(EXERCISE REQUIREMENTS)
Lines that include "road" make up the answer; copy all of them from the data below.

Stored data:

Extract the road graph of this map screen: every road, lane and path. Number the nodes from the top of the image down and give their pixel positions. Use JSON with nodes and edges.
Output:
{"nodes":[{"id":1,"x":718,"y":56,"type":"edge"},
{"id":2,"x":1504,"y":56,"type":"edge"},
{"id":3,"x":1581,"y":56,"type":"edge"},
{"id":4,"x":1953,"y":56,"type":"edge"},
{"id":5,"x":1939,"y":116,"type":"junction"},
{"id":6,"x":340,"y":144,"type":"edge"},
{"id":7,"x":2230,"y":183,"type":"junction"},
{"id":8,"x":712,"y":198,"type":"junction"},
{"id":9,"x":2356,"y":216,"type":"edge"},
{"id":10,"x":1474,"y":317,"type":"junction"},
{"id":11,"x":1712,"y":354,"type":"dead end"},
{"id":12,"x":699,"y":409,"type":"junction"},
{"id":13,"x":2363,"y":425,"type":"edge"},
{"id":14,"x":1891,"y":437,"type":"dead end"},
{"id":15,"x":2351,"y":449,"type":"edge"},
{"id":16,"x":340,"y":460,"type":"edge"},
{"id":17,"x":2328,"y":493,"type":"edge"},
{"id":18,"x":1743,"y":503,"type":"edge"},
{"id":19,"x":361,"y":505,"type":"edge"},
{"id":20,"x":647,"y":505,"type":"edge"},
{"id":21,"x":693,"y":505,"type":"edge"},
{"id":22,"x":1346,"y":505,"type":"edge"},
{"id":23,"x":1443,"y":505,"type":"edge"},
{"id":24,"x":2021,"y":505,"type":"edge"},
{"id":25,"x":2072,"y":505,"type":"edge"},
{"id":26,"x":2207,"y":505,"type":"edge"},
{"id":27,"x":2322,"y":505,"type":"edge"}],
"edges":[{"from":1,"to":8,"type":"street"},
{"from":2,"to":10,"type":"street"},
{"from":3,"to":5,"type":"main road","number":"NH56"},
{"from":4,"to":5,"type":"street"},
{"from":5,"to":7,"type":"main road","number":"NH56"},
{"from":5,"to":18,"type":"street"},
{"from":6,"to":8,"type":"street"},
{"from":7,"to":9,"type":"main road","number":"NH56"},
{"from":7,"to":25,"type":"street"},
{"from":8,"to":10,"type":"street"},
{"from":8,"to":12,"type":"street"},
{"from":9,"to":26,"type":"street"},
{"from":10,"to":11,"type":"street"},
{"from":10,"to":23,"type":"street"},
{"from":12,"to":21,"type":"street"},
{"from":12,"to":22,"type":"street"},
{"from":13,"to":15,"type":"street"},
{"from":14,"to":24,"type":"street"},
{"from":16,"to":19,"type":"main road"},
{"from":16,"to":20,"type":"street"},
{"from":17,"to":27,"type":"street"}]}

(EXERCISE RESPONSE)
Extract the road graph of this map screen: every road, lane and path. Number the nodes from the top of the image down and give their pixel positions. Use JSON with nodes and edges.
{"from":3,"to":5,"type":"main road","number":"NH56"},
{"from":5,"to":7,"type":"main road","number":"NH56"},
{"from":7,"to":9,"type":"main road","number":"NH56"},
{"from":16,"to":19,"type":"main road"},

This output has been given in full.